* [WORK TASK]: If a record below holds a picture, drop the picture and restate everything else word for word.

* [DATA SHOWN]:
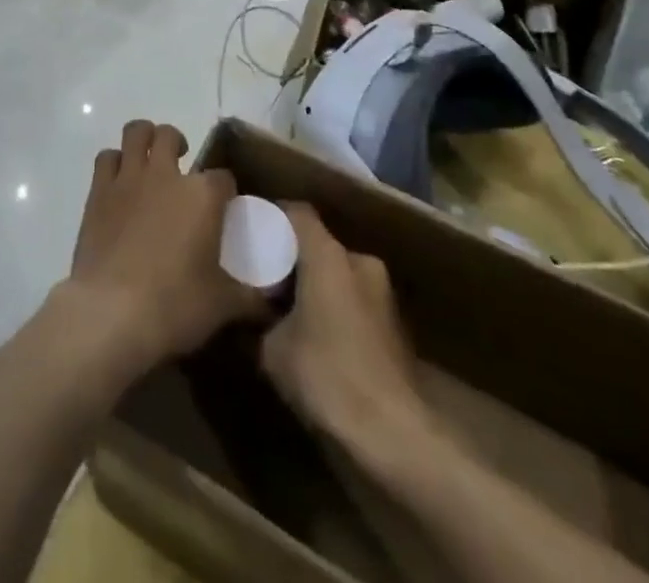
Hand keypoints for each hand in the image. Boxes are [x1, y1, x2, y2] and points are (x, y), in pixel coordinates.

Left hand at [62, 120, 262, 377]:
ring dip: (144, 139)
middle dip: (178, 144)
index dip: (225, 189)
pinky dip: (114, 162)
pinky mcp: (99, 190)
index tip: (224, 206)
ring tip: (149, 159)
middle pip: (170, 136)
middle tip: (181, 168)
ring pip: (136, 133)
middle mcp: (166, 175)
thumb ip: (251, 297)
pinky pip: (106, 158)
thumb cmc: (175, 306)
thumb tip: (272, 300)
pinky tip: (120, 181)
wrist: (112, 313)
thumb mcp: (223, 306)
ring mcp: (129, 178)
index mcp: (203, 195)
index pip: (223, 177)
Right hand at [261, 204, 436, 448]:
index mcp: (328, 255)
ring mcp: (384, 294)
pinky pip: (356, 301)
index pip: (297, 212)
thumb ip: (259, 319)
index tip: (251, 232)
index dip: (272, 217)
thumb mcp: (272, 349)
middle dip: (293, 259)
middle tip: (266, 278)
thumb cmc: (327, 374)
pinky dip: (336, 309)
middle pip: (320, 245)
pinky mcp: (397, 327)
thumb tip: (253, 314)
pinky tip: (319, 338)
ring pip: (340, 275)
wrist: (395, 434)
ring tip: (290, 311)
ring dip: (317, 287)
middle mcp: (360, 262)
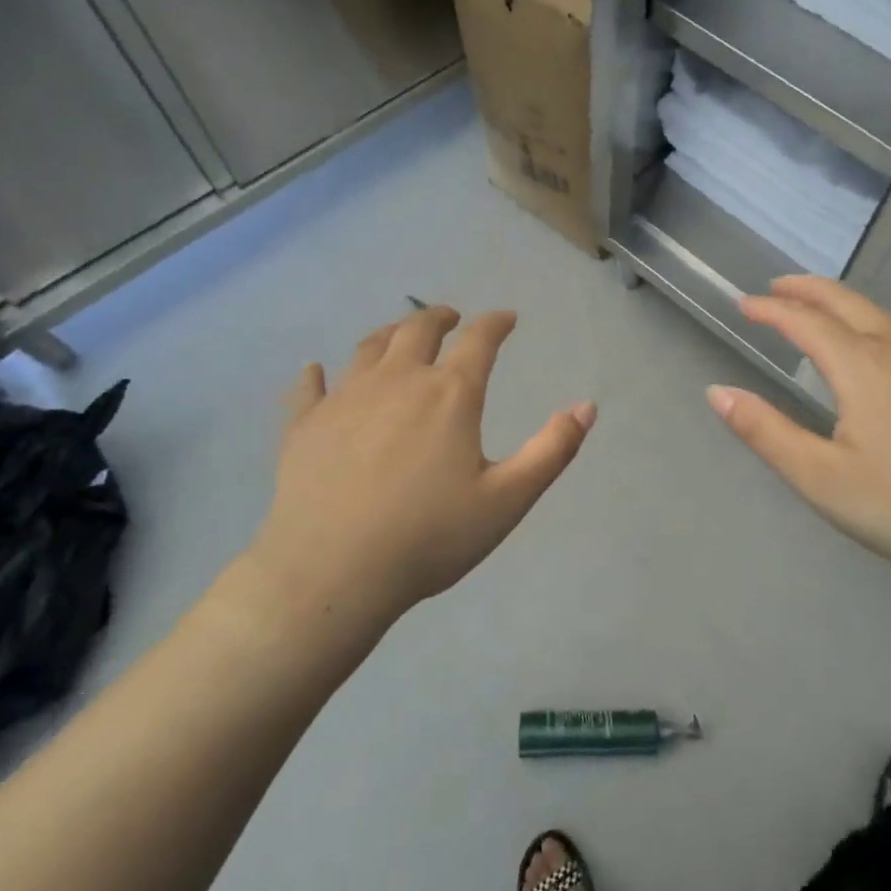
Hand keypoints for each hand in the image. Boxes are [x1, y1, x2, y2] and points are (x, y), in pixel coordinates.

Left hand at [243, 306, 595, 626]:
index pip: (479, 341)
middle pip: (418, 330)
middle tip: (451, 318)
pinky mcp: (303, 426)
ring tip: (399, 335)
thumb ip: (552, 450)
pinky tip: (315, 372)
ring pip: (368, 348)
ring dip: (390, 334)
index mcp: (449, 395)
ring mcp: (344, 399)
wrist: (331, 573)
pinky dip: (315, 375)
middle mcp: (397, 381)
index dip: (496, 323)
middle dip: (440, 318)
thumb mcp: (507, 500)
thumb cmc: (429, 538)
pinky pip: (308, 388)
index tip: (506, 317)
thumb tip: (587, 406)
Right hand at [707, 275, 890, 582]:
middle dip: (806, 289)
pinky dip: (873, 324)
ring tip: (819, 310)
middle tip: (777, 287)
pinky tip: (877, 351)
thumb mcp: (822, 479)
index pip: (805, 321)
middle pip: (845, 302)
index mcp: (862, 366)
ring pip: (880, 314)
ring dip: (841, 304)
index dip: (770, 310)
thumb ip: (766, 433)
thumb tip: (717, 392)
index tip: (744, 304)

* [RESPONSE AREA]:
Hand keypoints for each hand in the image. Boxes are [x1, y1, x2, y2] and points are (x, y), in pixel coordinates.

Left hand at [62, 120, 262, 377]:
ring dip: (144, 139)
middle dip: (178, 144)
index dip: (225, 189)
pinky dip: (114, 162)
pinky mcp: (99, 190)
index tip: (224, 206)
ring tip: (149, 159)
middle pip: (170, 136)
middle tip: (181, 168)
ring pip: (136, 133)
middle mcp: (166, 175)
thumb ip: (251, 297)
pinky pip: (106, 158)
thumb cmc: (175, 306)
thumb tip: (272, 300)
pinky tip: (120, 181)
wrist: (112, 313)
thumb mcp: (223, 306)
ring mcp: (129, 178)
index mcp: (203, 195)
index pip: (223, 177)
Right hand at [261, 204, 436, 448]:
index mcp: (328, 255)
ring mcp: (384, 294)
pinky pip: (356, 301)
index pip: (297, 212)
thumb ip: (259, 319)
index tip: (251, 232)
index dip: (272, 217)
thumb mcp: (272, 349)
middle dip: (293, 259)
middle tip: (266, 278)
thumb cmc: (327, 374)
pinky dip: (336, 309)
middle pip: (320, 245)
pinky mcp: (397, 327)
thumb tip: (253, 314)
pinky tip: (319, 338)
ring pip: (340, 275)
wrist: (395, 434)
ring tip: (290, 311)
ring dip: (317, 287)
middle mcp: (360, 262)
Hand keypoints for each hand in the image. Boxes are [x1, y1, x2, y2] and points are (x, y), in pixel coordinates.

Left hand at [243, 306, 595, 626]:
index pip: (479, 341)
middle pip: (418, 330)
middle tip: (451, 318)
pinky mcp: (303, 426)
ring tip: (399, 335)
thumb ip: (552, 450)
pinky tip: (315, 372)
ring pip: (368, 348)
ring dip: (390, 334)
index mcp: (449, 395)
ring mcp: (344, 399)
wrist: (331, 573)
pinky dip: (315, 375)
middle mcp: (397, 381)
index dip: (496, 323)
middle dip: (440, 318)
thumb mcp: (507, 500)
thumb cmc: (429, 538)
pinky pip: (308, 388)
index tip: (506, 317)
thumb tip: (587, 406)
Right hand at [707, 275, 890, 582]:
middle dip: (806, 289)
pinky dip: (873, 324)
ring tip: (819, 310)
middle tip: (777, 287)
pinky tip: (877, 351)
thumb mcp: (822, 479)
index pip: (805, 321)
middle pip: (845, 302)
index mcp: (862, 366)
ring pip: (880, 314)
ring dip: (841, 304)
index dip: (770, 310)
thumb ip: (766, 433)
thumb tip: (717, 392)
index tip: (744, 304)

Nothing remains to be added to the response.